Son muchas las características de estilo que los individualizan. Sin embargo, en este breve artículo me limitaré a ensalzar un rasgo muy peculiar que caracteriza al género y, sobre todo, a los romances medievales. Me refiero a su final abierto que, en consonancia con su inicio fragmentario, los convierte en textos en los que la carga de sugerencia e interpretación potencian el valor de su mensaje.

Un ejemplo de esta afirmación se encuentra en el célebre romance del Conde Arnaldos. En él, el misterioso marinero que manda la galera y que canta una extraña canción que produce maravillosos efectos sobre los vientos, los peces y las aves se niega a enseñarle a Arnaldos, cuando éste se lo pide, su letra y melodía. Ese final deja a los lectores u oyentes de este relato en un puro enigma, abierto a innumerables posibilidades interpretativas: “Yo no digo esta canción / sino a quien conmigo va”.

Esa canción, que quizá hable del amor, del destino, del tiempo o la muerte, se le encubre no solo al conde Arnaldo sino a todos los que, durante siglos y siglos, han leído o escuchado este romance. Ahí está precisamente la gracia de esta composición, si bien es cierto que, a los amantes de los finales cerrados, se les quedará siempre flotando la desazón del desconocimiento.

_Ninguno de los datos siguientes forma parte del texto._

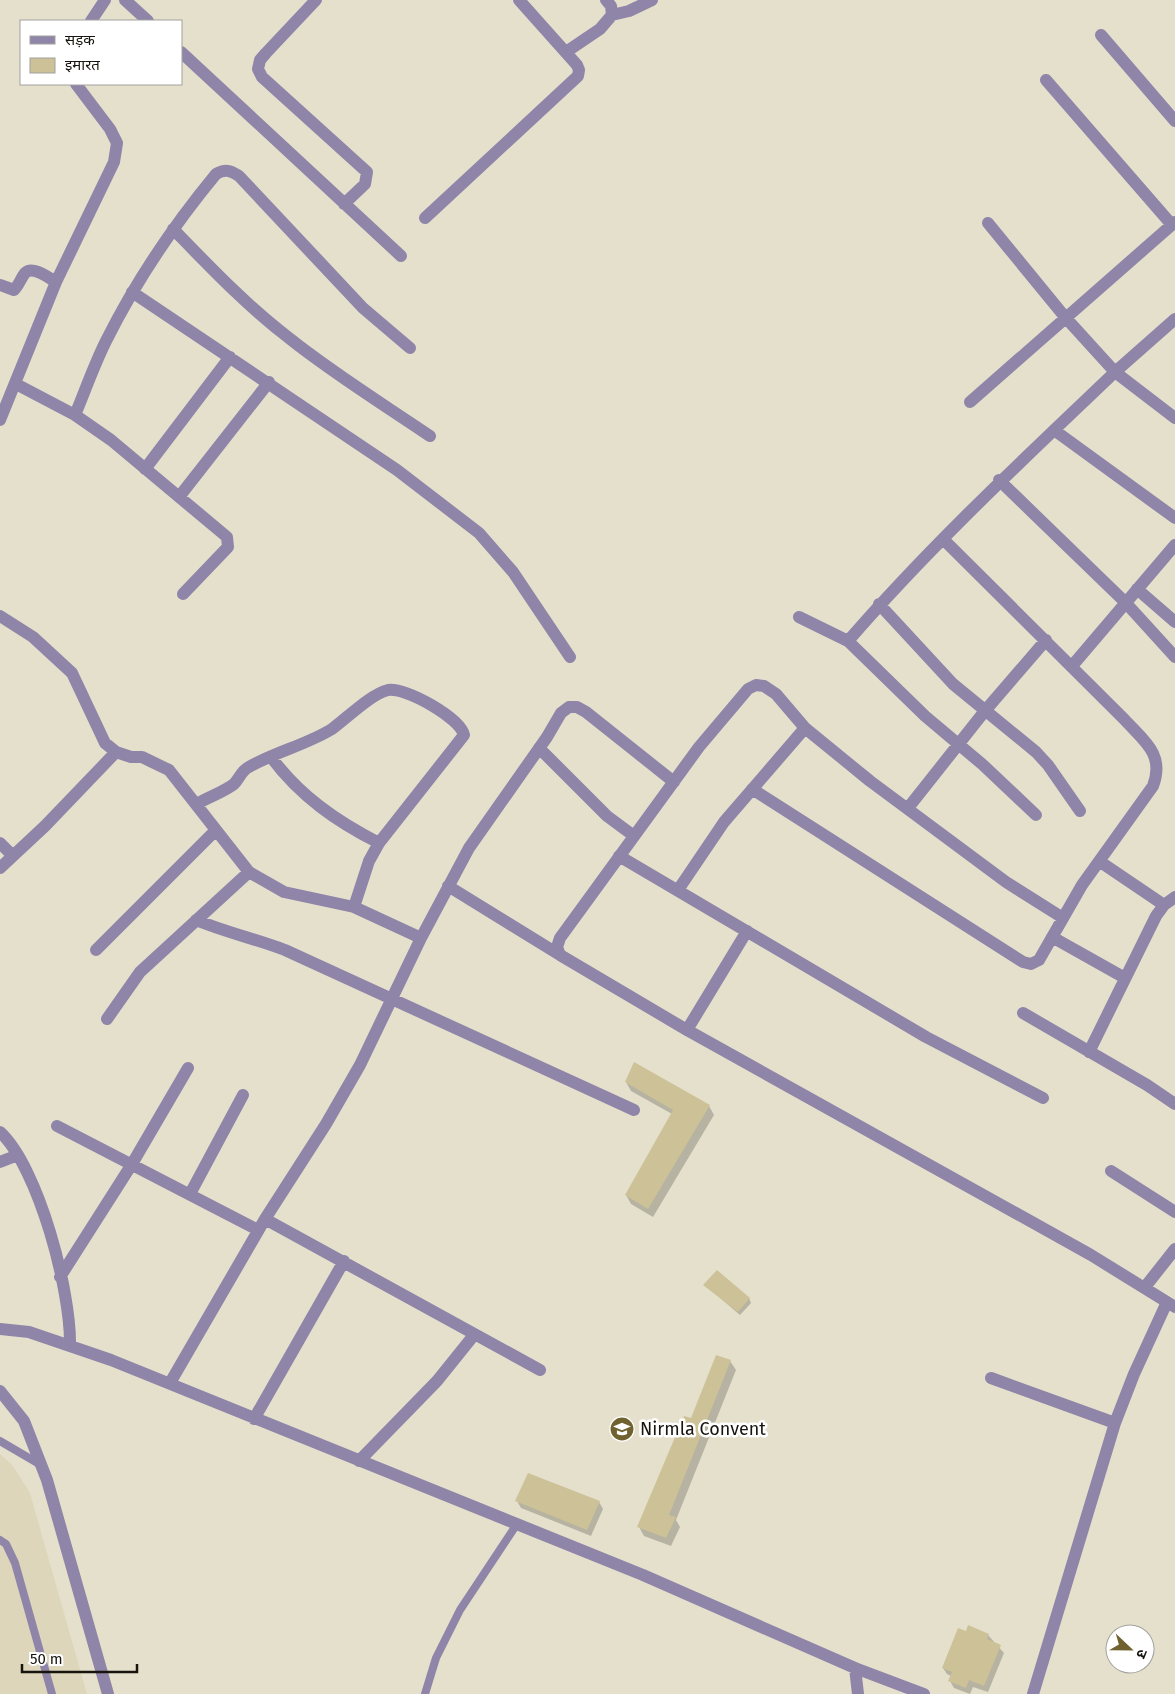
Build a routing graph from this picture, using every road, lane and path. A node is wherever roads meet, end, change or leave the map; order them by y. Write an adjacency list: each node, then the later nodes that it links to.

Pero el romancero de la Edad Media siente una predilección especial por este tipo de finales. A veces, son finales sin solución, como el del conde Arnaldos; en otras ocasiones, como sucede en el de Gerineldo, la decisión del rey permanecerá ya para siempre en el aire ante la súplica de su hija: “Rey y señor, no le mates / mas dámelo por marido; / o si lo quieres matar / la muerte será conmigo”. Nuevamente, el lector se hallará en suspenso –o deberá extraer él mismo la conclusión, si es que quiere hacerlo o intuirlo- ante la que será la ignota respuesta del rey.

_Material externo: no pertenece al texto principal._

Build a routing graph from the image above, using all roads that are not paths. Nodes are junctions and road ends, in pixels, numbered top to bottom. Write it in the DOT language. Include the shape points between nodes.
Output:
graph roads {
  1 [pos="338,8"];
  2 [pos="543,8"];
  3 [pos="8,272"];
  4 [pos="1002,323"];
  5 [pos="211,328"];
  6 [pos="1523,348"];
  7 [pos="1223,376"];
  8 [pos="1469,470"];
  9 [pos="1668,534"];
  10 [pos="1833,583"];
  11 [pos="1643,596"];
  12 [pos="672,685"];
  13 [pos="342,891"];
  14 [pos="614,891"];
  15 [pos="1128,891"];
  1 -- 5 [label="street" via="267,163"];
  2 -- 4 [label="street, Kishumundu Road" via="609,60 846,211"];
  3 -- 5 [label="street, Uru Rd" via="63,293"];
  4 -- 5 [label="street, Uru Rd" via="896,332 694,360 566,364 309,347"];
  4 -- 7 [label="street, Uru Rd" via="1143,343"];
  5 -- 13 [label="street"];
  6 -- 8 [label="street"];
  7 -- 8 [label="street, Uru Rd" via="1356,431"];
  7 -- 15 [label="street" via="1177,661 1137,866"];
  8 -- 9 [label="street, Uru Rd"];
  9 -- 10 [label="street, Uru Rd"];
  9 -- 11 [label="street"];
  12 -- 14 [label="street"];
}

156Del mismo modo, en el famoso romance del prisionero, una vez que el ballestero del relato ha matado al ave que le anunciaba al preso el amanecer de cada día, se nos deja abierta la evolución de la historia. Su final, en efecto, es terminante, pero nada sabremos ya de la vida y sentimientos de ese prisionero que ha perdido el único contacto que tenía con el mundo exterior: “¡Matómela un ballestero, dele Dios mal galardón!”.

Emotivo, y con final asimismo sugerente y expectante, es el romane de Julianesa. Su enamorado cristiano, que la ha buscado durante siete años, se lamenta ahora de que los moros la han hecho prisionera. Ella, que escucha sus palabras mientras él coge flores en un vergel, nos deja conmovidos con esas lágrimas que derrama y con la expectativa del qué sucederá después: “Oído lo ha Julianesa / que en brazos del moro está; / las lágrimas de sus ojos / al moro dan en la faz”. 

Son muchísimas las muestras que encontramos en el romancero con este tipo de finales. Ahí están, entre otros, el de la ermita de San Simón, el de Rosafresca, el de la infantina,  el de Valdovinos, el de Nuño Vero… Quizá, los romances, como la misma vida, pugnan también por dejarnos su envolvente dosis de incomprensión.